## PROBLEM DESCRIPTION
Please write out exactly the lines of the data below from the line holding "index tip: (56, 118)" through the line holding "pinky tip: (157, 140)", and leave out the rest.

## DATA SHOWN
┌──
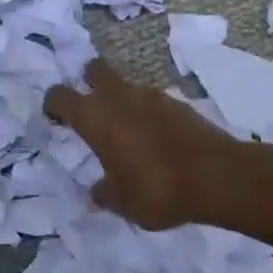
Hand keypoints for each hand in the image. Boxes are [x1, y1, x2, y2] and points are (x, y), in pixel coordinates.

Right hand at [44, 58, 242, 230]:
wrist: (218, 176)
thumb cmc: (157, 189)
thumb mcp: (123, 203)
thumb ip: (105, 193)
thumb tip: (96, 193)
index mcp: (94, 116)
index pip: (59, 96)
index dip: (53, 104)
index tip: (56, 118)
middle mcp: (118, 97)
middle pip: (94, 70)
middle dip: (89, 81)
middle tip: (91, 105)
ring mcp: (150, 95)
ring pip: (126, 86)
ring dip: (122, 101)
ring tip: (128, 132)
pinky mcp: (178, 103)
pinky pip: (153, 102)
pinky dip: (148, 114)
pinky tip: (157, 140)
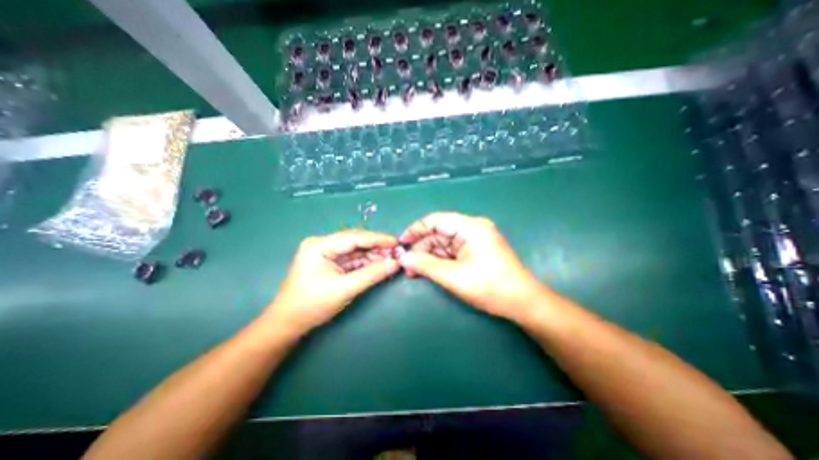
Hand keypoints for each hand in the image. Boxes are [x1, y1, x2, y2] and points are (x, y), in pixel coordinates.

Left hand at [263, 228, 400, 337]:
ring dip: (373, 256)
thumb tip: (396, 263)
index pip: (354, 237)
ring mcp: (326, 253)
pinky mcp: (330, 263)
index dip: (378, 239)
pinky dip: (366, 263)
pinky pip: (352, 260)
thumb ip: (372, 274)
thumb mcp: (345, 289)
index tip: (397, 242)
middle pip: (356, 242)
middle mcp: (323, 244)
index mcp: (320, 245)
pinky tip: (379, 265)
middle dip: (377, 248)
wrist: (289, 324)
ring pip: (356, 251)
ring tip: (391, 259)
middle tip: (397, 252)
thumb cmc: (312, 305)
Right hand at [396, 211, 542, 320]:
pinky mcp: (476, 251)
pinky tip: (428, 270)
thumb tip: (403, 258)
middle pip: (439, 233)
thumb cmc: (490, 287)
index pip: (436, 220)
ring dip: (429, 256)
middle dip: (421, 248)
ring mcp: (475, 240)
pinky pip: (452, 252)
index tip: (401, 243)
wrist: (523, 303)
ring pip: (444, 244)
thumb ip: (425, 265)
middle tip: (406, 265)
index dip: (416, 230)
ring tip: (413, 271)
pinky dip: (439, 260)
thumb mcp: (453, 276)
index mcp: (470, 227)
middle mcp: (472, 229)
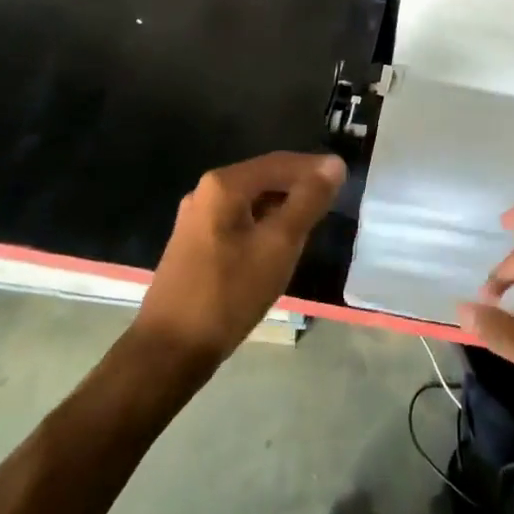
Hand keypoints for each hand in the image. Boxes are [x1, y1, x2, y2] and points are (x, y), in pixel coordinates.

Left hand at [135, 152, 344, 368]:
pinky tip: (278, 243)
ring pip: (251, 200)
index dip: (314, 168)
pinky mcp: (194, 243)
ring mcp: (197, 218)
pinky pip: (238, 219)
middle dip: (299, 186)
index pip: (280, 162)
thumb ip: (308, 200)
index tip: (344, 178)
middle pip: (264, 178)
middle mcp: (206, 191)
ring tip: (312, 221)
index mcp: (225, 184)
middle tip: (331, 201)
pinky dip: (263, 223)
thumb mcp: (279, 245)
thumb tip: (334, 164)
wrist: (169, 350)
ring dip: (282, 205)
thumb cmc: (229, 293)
└──
## TASK RESULT
index tip: (56, 118)
middle mcp: (118, 97)
middle pip: (94, 70)
middle dip: (89, 81)
middle tip: (91, 105)
ring mcp: (150, 95)
ring pip: (126, 86)
ring dip: (122, 101)
ring tip: (128, 132)
pinky mcp: (178, 103)
pinky pip: (153, 102)
pinky dip: (148, 114)
pinky tip: (157, 140)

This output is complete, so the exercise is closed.